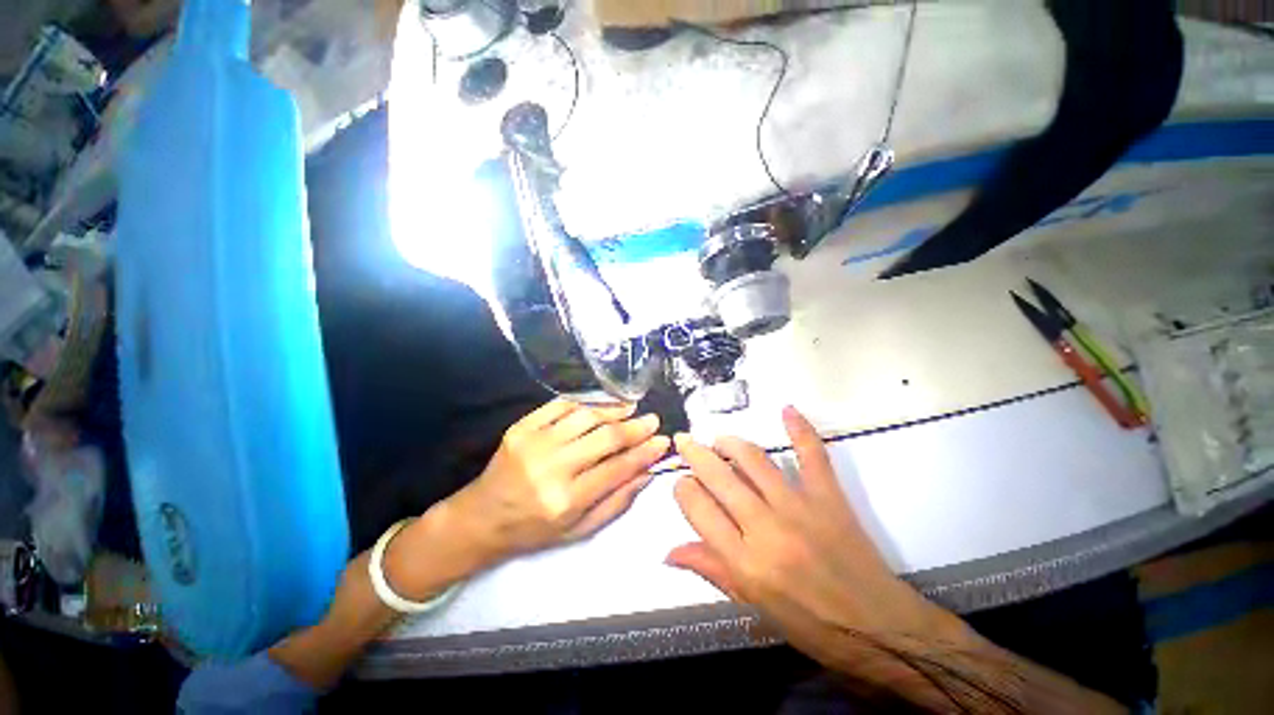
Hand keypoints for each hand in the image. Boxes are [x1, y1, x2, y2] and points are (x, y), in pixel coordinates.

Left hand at [450, 398, 669, 555]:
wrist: (482, 517)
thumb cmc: (534, 530)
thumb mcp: (578, 530)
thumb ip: (616, 501)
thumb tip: (647, 472)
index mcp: (566, 500)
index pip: (617, 468)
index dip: (644, 452)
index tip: (662, 441)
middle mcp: (552, 467)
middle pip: (605, 437)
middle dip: (635, 427)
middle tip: (652, 420)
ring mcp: (534, 442)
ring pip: (586, 416)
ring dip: (613, 410)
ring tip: (631, 408)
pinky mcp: (521, 426)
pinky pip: (560, 404)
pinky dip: (586, 402)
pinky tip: (601, 405)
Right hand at [666, 408, 1124, 713]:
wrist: (880, 629)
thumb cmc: (812, 626)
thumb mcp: (754, 607)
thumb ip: (712, 571)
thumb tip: (669, 552)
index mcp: (745, 562)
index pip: (699, 510)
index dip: (683, 490)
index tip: (681, 482)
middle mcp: (766, 528)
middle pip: (720, 478)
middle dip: (696, 454)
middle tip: (685, 441)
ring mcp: (799, 507)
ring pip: (754, 460)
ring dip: (730, 443)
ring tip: (718, 438)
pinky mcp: (829, 497)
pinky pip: (813, 455)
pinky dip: (800, 429)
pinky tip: (787, 409)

• • • • •

■ TASK PROMPT
The expected answer is an unaltered copy of the listing, images removed.

■ SOLUTION FOR THIS TASK
Hand keypoints for each hand in the image. Boxes are [x1, y1, x2, y2] and points are (x, y), in pixel coordinates.

Left hand at [450, 398, 669, 555]:
wrist: (482, 517)
thumb cmc: (534, 530)
thumb mcp: (578, 530)
thumb ip: (616, 501)
thumb tip: (647, 472)
index mcp: (566, 500)
index pip: (617, 468)
index dip: (644, 452)
index tip: (662, 441)
middle mcp: (552, 467)
middle pip: (605, 437)
middle dip: (635, 427)
middle tip: (652, 420)
ring mcp: (534, 442)
ring pip: (586, 416)
ring dip: (613, 410)
ring tip: (631, 408)
pinky mcp: (521, 426)
pinky pip: (560, 404)
pinky dip: (586, 402)
pinky tip: (601, 405)
Right hand at [666, 408, 1124, 713]:
wrist: (880, 629)
thumb cmc: (812, 626)
thumb mcp: (754, 607)
thumb ip: (712, 571)
thumb tip: (669, 552)
index mcp: (745, 562)
index pip: (699, 510)
index dip: (683, 490)
index tip: (681, 482)
middle mcp: (766, 528)
middle pip: (720, 478)
middle dip: (696, 454)
middle tip: (685, 441)
ring mcp: (799, 507)
ring pip: (754, 460)
ring dip: (730, 443)
ring tip: (718, 438)
pinky mcp: (829, 497)
pinky pip: (813, 455)
pinky dip: (800, 429)
pinky tip: (787, 409)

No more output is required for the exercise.